Agora, vamos pensar em outro tipo de empresa, do tipo que precisa de mais detalhes para dar o sinal verde para iniciar a execução de um projeto previamente aprovado. Nesta ainda temos um “business case” que se mostrou bastante promissor, para um projeto que abrange várias áreas em que não há um domínio pleno por parte dessa empresa. Para a elaboração desse “business case” foi previsto um orçamento, foi estimado um prazo e definida a necessidade dos recursos, tudo isso relacionado ao projeto. Mesmo assim, ainda há muitas dúvidas. E não é difícil imaginar que tipo de empresa seria essa. Uma fábrica, por exemplo, que é especializada na produção de algum tipo de peça e usa um grupo de máquinas, conhece muito bem seus processos produtivos e a aplicação das peças que produz. Como qualquer organização, a empresa é especialista naquilo que faz! Entretanto, não é uma especialista na instalação e manutenção das máquinas que utiliza em suas linhas de produção. Se, por exemplo, existe um projeto de expansão de uma de suas linhas de produção, será necessário buscar novas máquinas com os fornecedores, fazer adequações na fábrica, descrever processos, elaborar rotinas de trabalho, contratar e treinar pessoal, além de muitos outros detalhes. Essas seriam as áreas nas quais não há pleno domínio, sendo necessário buscar mais elementos, necessários para a tomada de decisão. Essa realidade aumenta o risco do projeto e o tempo de planejamento do mesmo. Por conta disso, para essas organizações torna-se necessário levantar dados e informações sobre o projeto e realizar um planejamento inicial que dê elementos mais sólidos para que a direção da empresa possa realizar essa tomada de decisão. Tudo se passa como se nessas empresas fosse necessário antecipar uma parte do trabalho de planejamento, o suficiente para ter em mãos certos elementos vitais do futuro projeto como, por exemplo, a EAP, o orçamento e o cronograma do mesmo. Obviamente, dentro de um tempo determinado, isso é feito em várias rodadas, debatendo diferentes alternativas e opções, até encontrar a melhor versão de planejamento possível. Portanto, após esse trabalho, é obtido o melhor planejamento inicial possível do projeto, alguma coisa com um nível de detalhamento superior ao encontrado no Termo de Abertura do Projeto.
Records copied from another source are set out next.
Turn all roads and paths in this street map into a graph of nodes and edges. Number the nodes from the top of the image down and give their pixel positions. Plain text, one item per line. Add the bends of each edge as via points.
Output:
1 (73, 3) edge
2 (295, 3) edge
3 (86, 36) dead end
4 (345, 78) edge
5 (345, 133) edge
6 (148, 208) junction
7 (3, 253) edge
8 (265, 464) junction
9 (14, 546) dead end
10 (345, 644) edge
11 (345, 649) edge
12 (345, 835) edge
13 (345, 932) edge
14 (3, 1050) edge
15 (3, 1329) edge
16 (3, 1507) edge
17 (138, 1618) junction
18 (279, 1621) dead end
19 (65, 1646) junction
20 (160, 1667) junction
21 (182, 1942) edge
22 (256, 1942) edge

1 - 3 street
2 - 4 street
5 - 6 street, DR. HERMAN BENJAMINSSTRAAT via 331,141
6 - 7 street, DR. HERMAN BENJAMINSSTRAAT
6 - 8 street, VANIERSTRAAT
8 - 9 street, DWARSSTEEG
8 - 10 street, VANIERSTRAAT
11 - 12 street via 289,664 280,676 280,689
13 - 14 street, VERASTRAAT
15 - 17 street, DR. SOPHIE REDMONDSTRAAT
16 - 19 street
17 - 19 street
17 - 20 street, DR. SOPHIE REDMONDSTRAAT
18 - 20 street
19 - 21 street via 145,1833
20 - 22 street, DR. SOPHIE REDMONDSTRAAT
Muito bem! Nesse ponto podemos fazer o seguinte questionamento: - E se, após ter sido obtido o melhor planejamento inicial possível do projeto - for verificado que o orçamento excede o valor previsto inicialmente, o prazo é maior do que o estimado e haverá uma necessidade de recursos acima do que tinha sido definido na época do “business case”? Mais uma vez, haverá respostas diferentes para empresas diferentes. Em algumas empresas a direção forçará o projeto a trabalhar com os números inicialmente previstos, mesmo que o melhor planejamento inicial esteja dizendo que isso não é suficiente. Infelizmente, devido a arrogância de muitos chefes, essa não será uma decisão de poucas organizações. Outras empresas solicitarão ao gerente de projetos que reveja seus números, colocando até um pouco de pressão para que esses números (custos, prazos, recursos) se alinhem com as previsões iniciais, mas respeitarão os números finais obtidos pelo gerente de projetos. Sendo assim, se houver recursos disponíveis na empresa o projeto seguirá em frente, com as modificações definidas pelo planejamento inicial. Caso não haja dinheiro, pessoal disponível e tempo, o projeto será engavetado, até segunda ordem. Afinal uma decisão dura, mas muito honesta.

Bem, foi possível notar que houve uma armadilha gerencial no caso anteriormente apresentado. Para não cair nessa armadilha, muitas empresas entenderam que, antes de emitir o Termo de Abertura do Projeto – que pertence a etapa de iniciação do projeto – precisam também obter o melhor planejamento inicial do projeto, mesmo que esse não pertença formalmente aos processos de iniciação do projeto.